Because I believe this, I feel that one of the times when the world was blessed was a time "When Character Was King" in the words of Ronald Reagan's speechwriter, Peggy Noonan. I think that the 1980's for the first time in a generation, a group of people were in power/leadership at the same time and were able to actively work to return freedom to millions of oppressed people.

As far as I'm concerned, Ronald Reagan, in conjunction with Margaret Thatcher and Pope John Paul II, ended the malaise of the Cold War and ushered the world into a new era. By finally calling Communism out and actively working to give it it's final push into the dustbin of history, they performed a great service for mankind. 

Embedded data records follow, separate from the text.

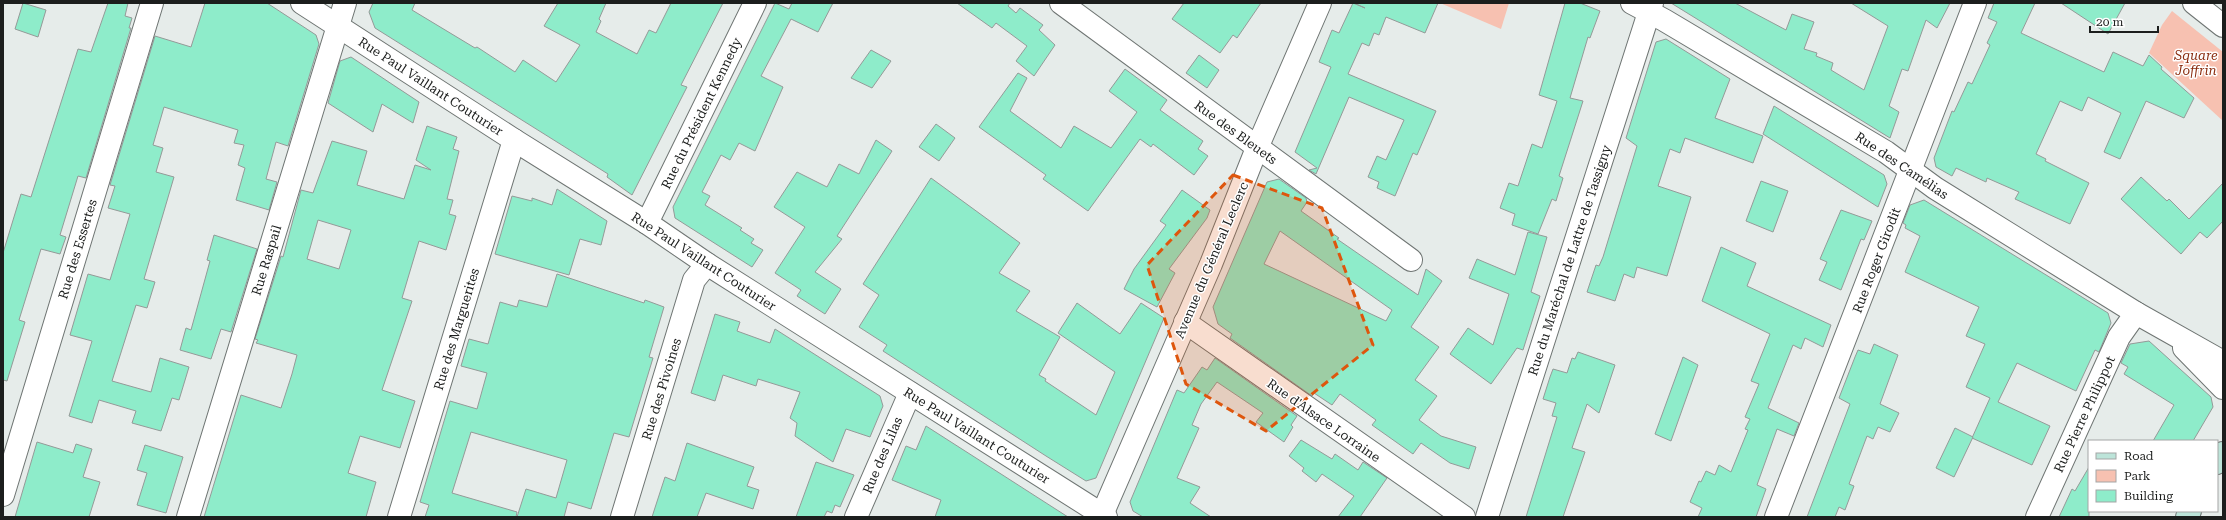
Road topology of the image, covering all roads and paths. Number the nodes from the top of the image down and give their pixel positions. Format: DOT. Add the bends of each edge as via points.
graph roads {
  1 [pos="152,3"];
  2 [pos="302,3"];
  3 [pos="345,3"];
  4 [pos="754,3"];
  5 [pos="1060,3"];
  6 [pos="1320,3"];
  7 [pos="1975,3"];
  8 [pos="2194,3"];
  9 [pos="1644,6"];
  10 [pos="337,26"];
  11 [pos="2223,26"];
  12 [pos="514,140"];
  13 [pos="1257,148"];
  14 [pos="1911,170"];
  15 [pos="647,223"];
  16 [pos="1411,260"];
  17 [pos="707,264"];
  18 [pos="2136,313"];
  19 [pos="1185,322"];
  20 [pos="2168,331"];
  21 [pos="2223,362"];
  22 [pos="2223,388"];
  23 [pos="910,393"];
  24 [pos="3,495"];
  25 [pos="1103,516"];
  26 [pos="188,517"];
  27 [pos="399,517"];
  28 [pos="622,517"];
  29 [pos="856,517"];
  30 [pos="1464,517"];
  31 [pos="1487,517"];
  32 [pos="1776,517"];
  33 [pos="2037,517"];
  1 -- 24 [label="street, Rue des Essertes"];
  2 -- 10 [label="street, Rue Paul Vaillant Couturier"];
  3 -- 10 [label="street, Rue Raspail"];
  4 -- 15 [label="street, Rue du Président Kennedy"];
  5 -- 13 [label="street, Rue des Bleuets"];
  6 -- 13 [label="street, Avenue du Général Leclerc"];
  7 -- 14 [label="street, Rue Roger Girodit"];
  8 -- 11 [label="street"];
  9 -- 14 [label="street, Rue des Camélias" via="1886,152"];
  9 -- 31 [label="street, Rue du Maréchal de Lattre de Tassigny"];
  10 -- 12 [label="street, Rue Paul Vaillant Couturier"];
  10 -- 26 [label="street, Rue Raspail"];
  12 -- 15 [label="street, Rue Paul Vaillant Couturier"];
  12 -- 27 [label="street, Rue des Marguerites"];
  13 -- 16 [label="street, Rue des Bleuets"];
  13 -- 19 [label="street, Avenue du Général Leclerc"];
  14 -- 18 [label="street, Rue des Camélias" via="1935,188"];
  14 -- 32 [label="street, Rue Roger Girodit"];
  15 -- 17 [label="street, Rue Paul Vaillant Couturier"];
  17 -- 23 [label="street, Rue Paul Vaillant Couturier"];
  17 -- 28 [label="street, Rue des Pivoines" via="694,280"];
  18 -- 20 [label="street, Rue des Camélias"];
  18 -- 33 [label="street, Rue Pierre Philippot" via="2119,337"];
  19 -- 25 [label="street, Avenue du Général Leclerc"];
  19 -- 30 [label="street, Rue d'Alsace Lorraine"];
  20 -- 21 [label="street, Rue des Camélias"];
  20 -- 22 [label="street, Rue des Camélias"];
  23 -- 25 [label="street, Rue Paul Vaillant Couturier"];
  23 -- 29 [label="street, Rue des Lilas"];
}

Each of them put out a clear message in black and white about right versus wrong and though their detractors urged them to be more cautious and temper what they said in case they caused offense, they spoke clearly about what they saw as wrong.

Since, I am inclined to the right, I am convinced that the left is basically a small determined group who are convinced they are best equipped to design a better world and intend to do this by oligarchical direction telling the rest of us, and each other, what to do and say.

I also believe that they do not trust their fellow man to do the right thing. I am convinced that they believe that no one would ever help anyone else were it not for the government forcing them to do it.

This to me is a cynical view of our fellow man and disregards the many achievements, inventions and selfless contributions and accomplishments that have improved our lives in successive generations.

Consequently, I accept the likelihood that the left and I are unlikely to see things the same way. I am however, I suspect, more inclined to accept their right to voice their opinions, because this after all, is the hard won Freedom that our fathers fought and sacrificed themselves to preserve for us.